St. Jude supplied him with his “first set of wheels,” a standing wheelchair, which he loved. Next, he started to walk with a front walker, “so he looked like the old man in Up.” His grandpa, using a walker from recent knee surgery, would race him down the hall. His sister, Joy, would make up games to challenge him. Then he was on to a rear walker, then a pair of forearm crutches. Then one crutch, so he had a hand free to carry a toy.

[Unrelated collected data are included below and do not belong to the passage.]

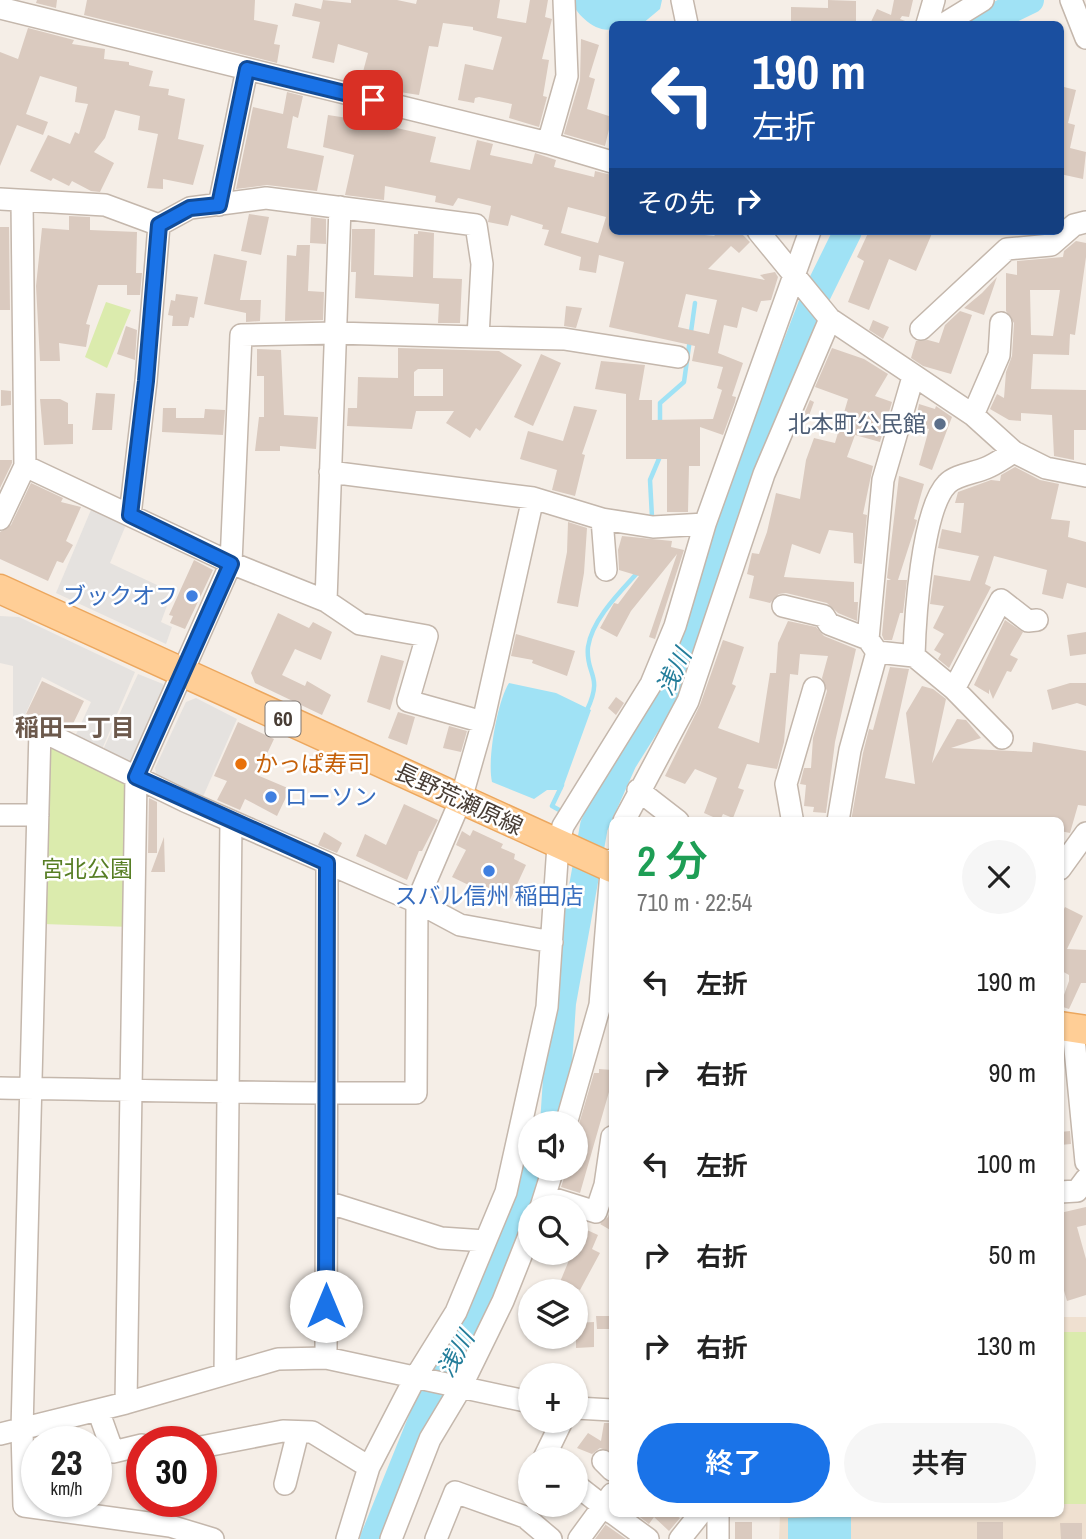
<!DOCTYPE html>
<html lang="ja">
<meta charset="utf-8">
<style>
body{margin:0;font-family:"Archivo Narrow","Noto Sans JP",sans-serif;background:#f6f6f6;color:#222;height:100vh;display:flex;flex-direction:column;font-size:26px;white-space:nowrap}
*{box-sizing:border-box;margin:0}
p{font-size:23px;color:#767676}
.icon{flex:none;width:38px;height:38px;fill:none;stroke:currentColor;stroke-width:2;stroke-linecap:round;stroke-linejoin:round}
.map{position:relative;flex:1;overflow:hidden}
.sheet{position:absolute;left:609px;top:817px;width:455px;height:700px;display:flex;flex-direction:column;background:#fff;border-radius:10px;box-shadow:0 2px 5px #0004}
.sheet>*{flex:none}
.guide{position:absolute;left:609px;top:21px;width:455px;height:214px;border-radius:10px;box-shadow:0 2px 5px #0004;background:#1a4fa0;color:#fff;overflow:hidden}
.fabs{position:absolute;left:518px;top:1111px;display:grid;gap:14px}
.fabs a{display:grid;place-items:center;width:70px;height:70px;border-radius:50%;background:#fff;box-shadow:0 2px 5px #0004;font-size:35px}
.speed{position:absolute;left:21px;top:1426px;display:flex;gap:14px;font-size:35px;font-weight:700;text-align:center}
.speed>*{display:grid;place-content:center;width:91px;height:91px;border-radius:50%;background:#fff;box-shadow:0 2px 5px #0004;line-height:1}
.speed small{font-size:18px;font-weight:400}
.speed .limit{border:10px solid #d22;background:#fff;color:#111}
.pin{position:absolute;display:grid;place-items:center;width:60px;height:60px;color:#fff;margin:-30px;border-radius:14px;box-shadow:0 4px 10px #0006}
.me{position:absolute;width:77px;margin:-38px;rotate:0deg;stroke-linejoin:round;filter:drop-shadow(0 0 5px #0008)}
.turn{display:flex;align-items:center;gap:24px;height:147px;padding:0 28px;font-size:32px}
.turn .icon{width:91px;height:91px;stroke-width:2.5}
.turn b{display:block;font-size:49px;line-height:60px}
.then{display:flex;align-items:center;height:66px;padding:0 28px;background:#0003;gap:14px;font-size:26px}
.round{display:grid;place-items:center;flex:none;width:74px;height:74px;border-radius:37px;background:#f6f6f6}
.headline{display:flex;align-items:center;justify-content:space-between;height:119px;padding:0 28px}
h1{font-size:42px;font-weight:600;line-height:52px;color:#1e9e55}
.action{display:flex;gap:14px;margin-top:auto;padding:14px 28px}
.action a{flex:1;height:80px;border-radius:42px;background:#1a73e8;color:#fff;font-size:28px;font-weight:600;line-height:80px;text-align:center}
.action a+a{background:#f6f6f6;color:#222}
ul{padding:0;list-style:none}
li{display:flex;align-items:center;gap:21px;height:91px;padding:0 28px}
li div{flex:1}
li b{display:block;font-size:26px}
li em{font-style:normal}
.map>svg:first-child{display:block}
.education{fill:#efe0d0}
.green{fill:#dbebad}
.parking{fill:#e5e2df}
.water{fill:#a0e2f5}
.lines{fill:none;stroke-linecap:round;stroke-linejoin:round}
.stream{stroke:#a0e2f5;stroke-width:4.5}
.river{stroke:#a0e2f5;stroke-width:28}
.building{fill:#dacabf;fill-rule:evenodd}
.minor-casing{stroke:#c4b7ac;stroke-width:24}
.major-casing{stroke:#eca75e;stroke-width:31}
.minor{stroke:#fff;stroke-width:21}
.major{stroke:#ffce96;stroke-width:28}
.route-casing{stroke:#114b97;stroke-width:18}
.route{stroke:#1a73e8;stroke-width:12}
.service-dot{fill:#5c6f8a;stroke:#fff;stroke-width:2.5}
.shop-dot{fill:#3f7fe0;stroke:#fff;stroke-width:2.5}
.food-dot{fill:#e8710a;stroke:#fff;stroke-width:2.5}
.labels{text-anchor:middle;stroke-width:5;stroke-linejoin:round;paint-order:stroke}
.shield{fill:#fff;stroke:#7f7772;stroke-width:2}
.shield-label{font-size:21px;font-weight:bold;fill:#483d35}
.service-label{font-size:23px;fill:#4e5e75;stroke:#fff;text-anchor:end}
.shop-label{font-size:23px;fill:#366cbe;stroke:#fff;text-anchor:end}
.food-label{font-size:23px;fill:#c56008;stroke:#fff;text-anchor:start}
.street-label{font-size:23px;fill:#483d35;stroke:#fff}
.park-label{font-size:23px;fill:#577e24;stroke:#fff}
.water-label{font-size:24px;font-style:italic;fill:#237d9a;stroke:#fff}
.neighbourhood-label{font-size:24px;font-weight:bold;fill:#6c594c;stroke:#fff}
</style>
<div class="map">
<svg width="1086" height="1539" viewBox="0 0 1086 1539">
<rect width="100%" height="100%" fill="#f5eee7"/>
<!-- education -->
<path class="education" d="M1061,1317h25v222h-307l1,-24 280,-1z"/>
<!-- green -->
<path class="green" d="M106,302l25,8 -24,58 -22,-11z
M45,739l86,42v146l-88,-3z
M1061,1332h25v172h-25z"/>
<!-- parking -->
<path class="parking" d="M93,505l35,15 -18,43 62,29 -11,30 11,5 -6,17 -110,-51z
M0,616l19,1 116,55 -35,82 -27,-13 18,-39 -49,-25 -21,47 -8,-1v-57l-13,-3z
M138,674l25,10 2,9 -32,69 -8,2 -24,-10z
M196,698l41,21 -35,80 -45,-21 -2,-10 31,-66z"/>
<!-- water -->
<path class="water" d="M572,0h90l-2,9 -18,15h-30v5c-14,5 -38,-15 -40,-29z
M509,683l47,10 35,17 -29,80h-15l-13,9 -42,-17c-5,-21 5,-80 17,-99z
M851,1516v23h-63v-21z"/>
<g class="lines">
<!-- stream -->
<path class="stream" d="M660,424v-21l24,-21 11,-79
M652,517l-2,-37 11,-26
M587,710c17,-36 -2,-35 1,-63 4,-28 33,-56 51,-76
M561,811l-9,-5 10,-21
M587,823l7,2"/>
<!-- river -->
<path class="river" d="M980,24l50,-24
M554,1124l8,-121 32,-177 29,-65 57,-91 22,-69 63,-173 50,-130 33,-67
M374,1539l57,-141 41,-71 36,-78 28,-80"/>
</g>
<!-- building -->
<path class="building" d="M37,0h20l-1,8 -20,-5z
M87,0h168l-1,20 24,5 -4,19 6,1 -3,18 -193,-48z
M323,0l28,3v-3h46l19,4 1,-4h83l-3,18 29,5 4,-23h18l-3,17 7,2 -10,40 7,1 -6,36 4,1 -8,30 -30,-9 3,-14 -33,-7 -4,1 -1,5 -16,-3 7,-36 28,6 9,-33 -29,-7v-3l-30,-4 -5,24 -9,-1 -10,49 -26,-4 -33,-8 8,-30 -30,-9 -4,19 -22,-5 8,-36 -28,-6 3,-13 26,6z
M828,0l28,1v23h-65v-17l37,1z
M894,0h19l-4,17 -7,-1 -2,3 13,5h-43l7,-15 14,6z
M28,28l46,12 -2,4 33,5 -1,10 25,3v3l24,6 -4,15 20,3 -1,6 17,4 -7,40 26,6 -11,40 -30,-6v10l-16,-1 11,-54 -20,-4 2,-14 -25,-6 -10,28 -11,14 20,11 -14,29 -9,-1 -19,-10 -3,5 -16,-8 -2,3 -21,-10 18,-36 22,9 5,-12 4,2 9,-30 -13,-2 2,-15 -37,-11 -14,38 22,8 -5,13 -26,-10 -17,41v-114l18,7z
M581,39l18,6 -10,32 6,2 -8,30 25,8 -7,29 -41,-12 16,-54z
M1060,86l16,4 -8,33 7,2 -5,23 16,4 -3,27 -23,-5z
M287,92l16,4 -5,22 -5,-2 -6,32 37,8 -7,35 -50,-6 -31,4 17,-82 30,7z
M364,111l14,4 -3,8 61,14 -6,25 40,8 7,-30 16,4 -3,11 42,9 3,-11 21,7 -2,7 40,10 1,-6 17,4 -2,31h2v25h55l47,5 5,-5h20l11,11 -11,11 -8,-7 -23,23 57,11 -5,-5 15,-3 3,5 -7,23 -10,1 -4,11 -15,-5 -5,21 -13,-3 -6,28 25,10 -11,33 4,1 -1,5 -12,33 -23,-8v39h-11l-1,46h-21v-53h-41v-65l-31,-5 6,-28 44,4 -6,35h13v20l61,-1 9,-29 -5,-2 6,-21 -31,-6 3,-15 -86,-19 15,-65 -25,-7 -3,18 -17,-3 2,-13 -37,-12 5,-15 -7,-1 1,-4 -32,-10 -3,11 -20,-4 3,-16 -33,-8 -5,8 -18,-4 1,-6 -51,-10 -1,14 -39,-5 9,-40 -31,-8 5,-32 33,5zM568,207l38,10 -8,26 -37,-10zM686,294l31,6 -8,34 -31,-7z
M249,214l20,3 -8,38 -20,-4z
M69,216l21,1v13l47,2 -1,41h6l-2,22h-13v-10h-29l-12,39 4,1 -4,22 -27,-4 1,18h-20l-4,-75 6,-58 27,2z
M311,217l15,2v25l-16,-1z
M0,227h9l1,83h-10z
M352,229h23l-1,46 39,2 1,-43h4v-3l16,2 -1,45 29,1 -2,44h-22l1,-19 -84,-6 1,-26h-5z
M869,231h64l-17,40 -27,-12 -20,51 -21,-8 16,-41 -7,-4z
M1076,241l10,2v14l-11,78 -5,-1 -1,21 -36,-1 -2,35 55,1v40h-12v30l-20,-4 -2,-41 -31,-2v8l-12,-1 -19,-11 7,-15 7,4 2,-26 6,-16 2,-33 -8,-12v-38l11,2v-14l46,-4 1,-6zM1030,290h30l-7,46 -22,-1z
M297,245h13l-2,46 16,1 -1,28 -38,1 2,-66 9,1z
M214,254l33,7 -7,39h21l-1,21 -14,1v-9l-42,-9z
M997,277l-13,38 -20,-7 18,-15z
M176,294l22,3 -4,21 -4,-1 -2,9h-16l1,-10 -5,-1 3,-15 4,1z
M566,306l16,2 -6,20 -12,-2z
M960,311l12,4 -21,59 -28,-8 -12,-8 5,-17 12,-1 11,3 6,-18z
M873,320l16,7 -6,12 -14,-9z
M126,326l11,4 -2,30 -18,-6z
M398,348l101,3 23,14 -42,66 -4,-3 -6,10 -24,-15 8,-12h-38l-4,18 -65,-3 1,-18h9l1,-31 40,1zM418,369h25v27h-29v-24z
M832,348l32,11 24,15 -13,22 17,6 -12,40 -25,-7 -8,22 26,9 -10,48 4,1 -5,49 -8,-1 -1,-30 -24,-3 -9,24 -28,-10 -8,33 70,5v20h4l-1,19 -19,-8 -11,-10 -41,-10 -7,1 -9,9 -21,-5 5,-22 -7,-2 5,-21 7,1 8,-22 9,-39 24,6 6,-39 8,-22 21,5 13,-44 -33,-12z
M257,349l24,1 3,65 34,2 -2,32 -36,-3v5h-25l4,-34h5v-41h-7z
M541,354l20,9 -28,63 -19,-9z
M1,390l10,1v14l-10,1z
M96,393l19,1 -3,36h-20z
M40,399h20l8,4v21h5v20l-29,1z
M810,400l4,2 -7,19 -5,-2z
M919,404l16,5 1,-3 16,11 -20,53 -13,-5 10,-36 -14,-4z
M574,406l23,4 -15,44 3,1 -10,41 -23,-6 5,-20 -37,-11 8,-28 35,10z
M163,408h13v10h28l1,-9 20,1 -2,25 -61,-3z
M0,460h12v3l-12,25z
M1015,467l25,13 19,4 -8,35 19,2 -2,16 18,5v46l-19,-5 -4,16 -21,-5 5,-24 -53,-14 -9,28 6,3 -42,81 -11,-9 3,-5 -7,-4 10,-16 -11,-6 11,-22 -14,-2 4,-29 36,6 9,-25 -41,-8 4,-19 19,4 3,-30h-9l3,-11 33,-12 9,1 1,-6z
M899,476l25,8 -10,35 3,1 -1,4 -18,56h9l-4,33h-3l-8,27h-8l-2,-5 5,-55h4l-4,-2z
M31,483l32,15 -2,4 20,5 -15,34 7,4 -10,18 -6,-2 -9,20 -48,-22v-27l11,-7z
M568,522l19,6 -3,45 -6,34 -21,-4 10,-51z
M622,536l50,5 -1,6 13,3 -29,89 -6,-2 28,-83 -46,57 -14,26 -17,-9 14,-25 4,1 21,-28 -20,-6 -1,-20z
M194,560l19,10 -28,59 -15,-6 3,-7 -4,-1z
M278,613l31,15 4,-6 19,10 -11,28 -26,-11 -13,26 23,11 2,-5 24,14 -9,20 -67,-32 -4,-10z
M1005,620l18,12 -13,23 8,4 -7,13 -4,-1 -14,28 -4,-10v5l-15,-9z
M788,621l28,6 8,9 32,13 -21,93 -9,71 -13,-1 1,-5 -10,-1 2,-21 -6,-1 4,-16h7l2,-30 14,-47 -5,-13 6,-22 -28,-2 -2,21 -8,-1 -6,68 -7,27 -30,-5 -9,24 6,2 -11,28 -10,-4 -3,6 -16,-7 13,-35 -22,-9 -10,15 -20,-8 35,-71 23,-65 21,7 -12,37 4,2 -18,42 41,15 11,-70h6l2,-30z
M1086,632v22l-16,2 -3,-21z
M516,634l59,17 -8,25 -35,-13 1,-3 -22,-4z
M381,655l23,6 -14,49 -23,-8z
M890,667l19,2 -24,109 30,6 -9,-71 16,-27 11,3 13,10 -14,64 25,-44 9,1 15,18 -30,10 81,4 1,-10 53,9v55l-8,-1 -8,28 -10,-2v-10h-209l12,-68 6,-24 4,1z
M42,681l42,20 -14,29 -24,-12h-12l-8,-4z
M1070,683h16v23l-9,-3 -25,7 -5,-20z
M616,697l8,6 -8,12 -8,-7z
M398,712l17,5 -8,28 -19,-7z
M238,722l36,17 -17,36 33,14 -13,27 -32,-17 -5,11 -23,-10 10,-19 -13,-5z
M449,726l18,5 -6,21 -18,-4z
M149,798l8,4v51h-9z
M404,804l34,16 -16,31h-3l-12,29 -51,-24 9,-22 21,11z
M473,830l30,14 -2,4 14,6 -1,5 12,6 -18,39 -56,-27 14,-27 -10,-5 6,-14 8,5z
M324,832l18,11 -5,10 -19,-8z
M164,837l1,35h-14z
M1065,907l18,9 -16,33 19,1v33h-5l-12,26 -9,-3 9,-25v-6l-9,-5v-53z
M599,1069l13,1v22h-3l-29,101 -19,-6 6,-18h9v-35l18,-61h5z
M1070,1131l1,13 -11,1v-13z
M612,1204v27l-12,-7 8,-7z
M1086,1207v18l-9,2 9,32v36l-19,6 -7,-24v-64z
M576,1225l22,10 -6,14 8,4 -20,37 -20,-8 12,-29h4z
M596,1316h13l1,13h-13z
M594,1322v25l-18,1v-25z
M604,1423h8v29l-12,-4 -8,6 -15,-6 11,-15 13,8z
M636,1514h38l6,4 -11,13 -15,-14 -5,7z
M735,1522h17v17h-17z
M977,1522h26v17h-26z
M1060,1523h22v16h-21z
M606,1524v1l20,14h-31z"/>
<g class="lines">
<!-- minor casing -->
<g class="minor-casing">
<path id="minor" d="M682,0l5,24
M1071,0l15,38
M0,8l548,135 64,19
M927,24l7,-24
M944,24l39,-24
M548,143l19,-67 -3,-76
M0,199l105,6 54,20
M22,201l3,265 206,97 95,38 34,23 67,12 -19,65 75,21 50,-224
M219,205l28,-136
M159,225l31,-17 76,-10 210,27 6,39 -4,73 86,2 114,18
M758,231l72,88 143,96 41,37 32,16 40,8
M921,329l86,-80 44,-4 23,-20 12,-3
M973,415l26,-60 2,-32
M330,472l203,26 69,21 51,8 52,-3 105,-293
M130,515l16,-134 13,-156
M0,519l25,-53
M602,519l4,51
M326,601l14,-394
M783,606l41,10 5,8 39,15
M877,652l-9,-13 15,-159 30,-103
M954,689l47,-89 27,21 9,-1
M483,722l-22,77 -44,103 43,23 92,17
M1002,738l-48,-49 -40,-33c1,-37 8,-147 33,-172 8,-9 27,-11 39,-16 10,-4 19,-11 28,-16
M638,790l40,31
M0,815h38
M792,818l-6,-34 28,-96
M624,821l64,-120 76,-227 66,-155
M838,821l12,-71 27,-98 37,4
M1060,869l26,-36
M1073,1028l13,134
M0,1088c139,2 277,6 416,5l1,-191 -232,-101 -145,-71c-4,234 -12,467 -18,700l2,76 146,20 43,13
M566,1124l34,-119 12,-145
M1060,1192l17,-1 9,-12
M545,1196l51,16 9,-27 7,-48
M327,1202l114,36 44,3
M541,1207l12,-38
M326,1358l1,-495
M225,1374l6,-553
M126,1403l10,-626 95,-214 10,-228 94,-2 143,4
M576,1408l36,2
M98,1410l15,42 29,-7
M0,1434l126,-31 152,-44 48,-1 204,44
M201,1447l82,-16 29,1 57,35
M543,1460l19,-39
M603,1461l9,9
M285,1484l13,-52
M576,1485l36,28
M614,1514l34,25
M347,1539l22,-72 46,-89 41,-66 50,-120 41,-185 11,-162 5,-19 88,-142 24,-58 30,-102
M391,1539l39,-100 30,-50 43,-88 27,-68
M436,1539l19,-47 70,25 26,22
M579,1539l33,-45
M680,1539l20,-25
M718,1539v-25"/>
</g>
<!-- major casing -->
<g class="major-casing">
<path id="major" d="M0,589l612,279
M1060,1026l26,4"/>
</g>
<!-- minor -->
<use href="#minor" class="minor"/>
<!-- major -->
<use href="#major" class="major"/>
</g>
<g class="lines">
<!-- route casing -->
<g class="route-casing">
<path id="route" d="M326,1306l1,-443 -191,-86 95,-213 -101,-49 16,-134 13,-156 31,-17 29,-3 28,-136 126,31"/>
</g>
<!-- route -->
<use href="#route" class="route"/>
</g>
<!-- markers -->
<circle class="service-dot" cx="940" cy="424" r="7"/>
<g class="shop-dot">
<circle cx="192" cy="596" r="7"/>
<circle cx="271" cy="797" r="7"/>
<circle cx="489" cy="871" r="7"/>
</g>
<circle class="food-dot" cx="241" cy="764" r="7"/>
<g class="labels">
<!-- shield labels -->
<rect class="shield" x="265.5" y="701.5" width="35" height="35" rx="5"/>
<g class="shield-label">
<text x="283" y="726">60</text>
</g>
<!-- service labels -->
<g class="service-label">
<text x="926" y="432">北本町公民館</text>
</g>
<!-- shop labels -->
<g class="shop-label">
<text x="178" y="604">ブックオフ</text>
<text x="285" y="805" text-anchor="start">ローソン</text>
<text x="489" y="904" text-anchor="middle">スバル信州 稲田店</text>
</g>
<!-- food labels -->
<g class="food-label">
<text x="255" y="772">かっぱ寿司</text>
</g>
<!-- street labels -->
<g class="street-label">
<text transform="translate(459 799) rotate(25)" y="8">長野荒瀬原線</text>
</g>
<!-- park labels -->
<g class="park-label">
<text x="87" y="877">宮北公園</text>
</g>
<!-- water labels -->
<g class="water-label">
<text transform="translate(674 672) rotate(-64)" y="8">浅川</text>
<text transform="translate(456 1354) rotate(-60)" y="8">浅川</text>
</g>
<!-- neighbourhood labels -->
<g class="neighbourhood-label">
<text x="75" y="736">稲田一丁目</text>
</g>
</g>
</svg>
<div class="fabs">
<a><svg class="icon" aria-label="sound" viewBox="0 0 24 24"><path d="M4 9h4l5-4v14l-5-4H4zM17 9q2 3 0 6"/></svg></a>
<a><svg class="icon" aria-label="search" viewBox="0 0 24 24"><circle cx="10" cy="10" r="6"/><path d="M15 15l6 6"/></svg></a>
<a><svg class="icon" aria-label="layers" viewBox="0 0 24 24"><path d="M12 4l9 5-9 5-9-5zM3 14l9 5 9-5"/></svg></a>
<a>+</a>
<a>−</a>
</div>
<div class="speed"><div>23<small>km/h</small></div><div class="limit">30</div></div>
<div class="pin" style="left:373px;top:100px;background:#d93025"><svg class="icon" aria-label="arrive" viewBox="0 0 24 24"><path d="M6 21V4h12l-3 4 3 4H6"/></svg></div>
<svg class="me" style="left:326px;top:1306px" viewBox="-20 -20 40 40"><circle r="19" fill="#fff"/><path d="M0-13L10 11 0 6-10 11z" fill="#1a73e8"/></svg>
<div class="guide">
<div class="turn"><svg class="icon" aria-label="left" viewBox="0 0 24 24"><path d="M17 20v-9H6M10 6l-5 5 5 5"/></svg><div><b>190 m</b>左折</div></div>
<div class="then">その先<svg class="icon" aria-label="right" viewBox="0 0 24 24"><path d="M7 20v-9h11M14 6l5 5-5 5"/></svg></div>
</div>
<section class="sheet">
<div class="headline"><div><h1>2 分</h1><p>710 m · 22:54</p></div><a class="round"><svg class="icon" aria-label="close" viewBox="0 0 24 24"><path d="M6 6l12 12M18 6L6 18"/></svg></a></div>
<ul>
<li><svg class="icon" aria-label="left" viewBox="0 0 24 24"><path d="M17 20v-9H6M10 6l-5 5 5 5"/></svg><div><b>左折</b></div><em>190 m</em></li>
<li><svg class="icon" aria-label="right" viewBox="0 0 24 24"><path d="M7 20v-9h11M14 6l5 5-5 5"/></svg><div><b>右折</b></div><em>90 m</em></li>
<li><svg class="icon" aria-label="left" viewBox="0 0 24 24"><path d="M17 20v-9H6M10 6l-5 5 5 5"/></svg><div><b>左折</b></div><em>100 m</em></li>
<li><svg class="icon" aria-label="right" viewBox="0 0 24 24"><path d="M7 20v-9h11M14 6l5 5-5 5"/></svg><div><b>右折</b></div><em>50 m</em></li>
<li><svg class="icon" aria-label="right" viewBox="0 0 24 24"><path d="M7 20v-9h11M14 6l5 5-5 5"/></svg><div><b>右折</b></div><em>130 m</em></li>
</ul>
<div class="action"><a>終了</a><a>共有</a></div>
</section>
</div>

“St. Jude got him his first set of wheels. We went to therapy when they arrived, and the wheelchair manufacturing guy was there, and his therapist. We got him hooked up, and he touched the wheel, and he wiggled it, and it moved, and then he wiggled it some more, and it moved some more. And he just started going. There was no stopping him after that. Any hill that he saw, he went directly for the hill – no fear, no brakes. That was my worst fear for a while.” – Jamie, Jace’s mom
In the beginning, Jimmy’s mind had not gone to losing Jace; it had gone to what Jace stood to lose. And he believed that would be the kind of childhood Jimmy himself had enjoyed. He determined to look into wheelchair sports, to get a truck with a wheelchair lift, anything and everything he could do to keep Jace off the sidelines of life.
Now, when they return to St. Jude for checkups, Jimmy gets to watch Jace walk through the doors of the place that made all the difference. “Going from thinking my son’s not going to be able to live a life like I did, to seeing him swimming, walking with his sticks, smiling ear to ear — it is amazing,” he said, “and we’re so thankful to St. Jude for that.”
There is every hope that Jace, with continued therapy and practice, will continue his progress.
Once upon a time, Jace’s parents were hopeful he would “catch up.” Now, they’re hoping they can keep up.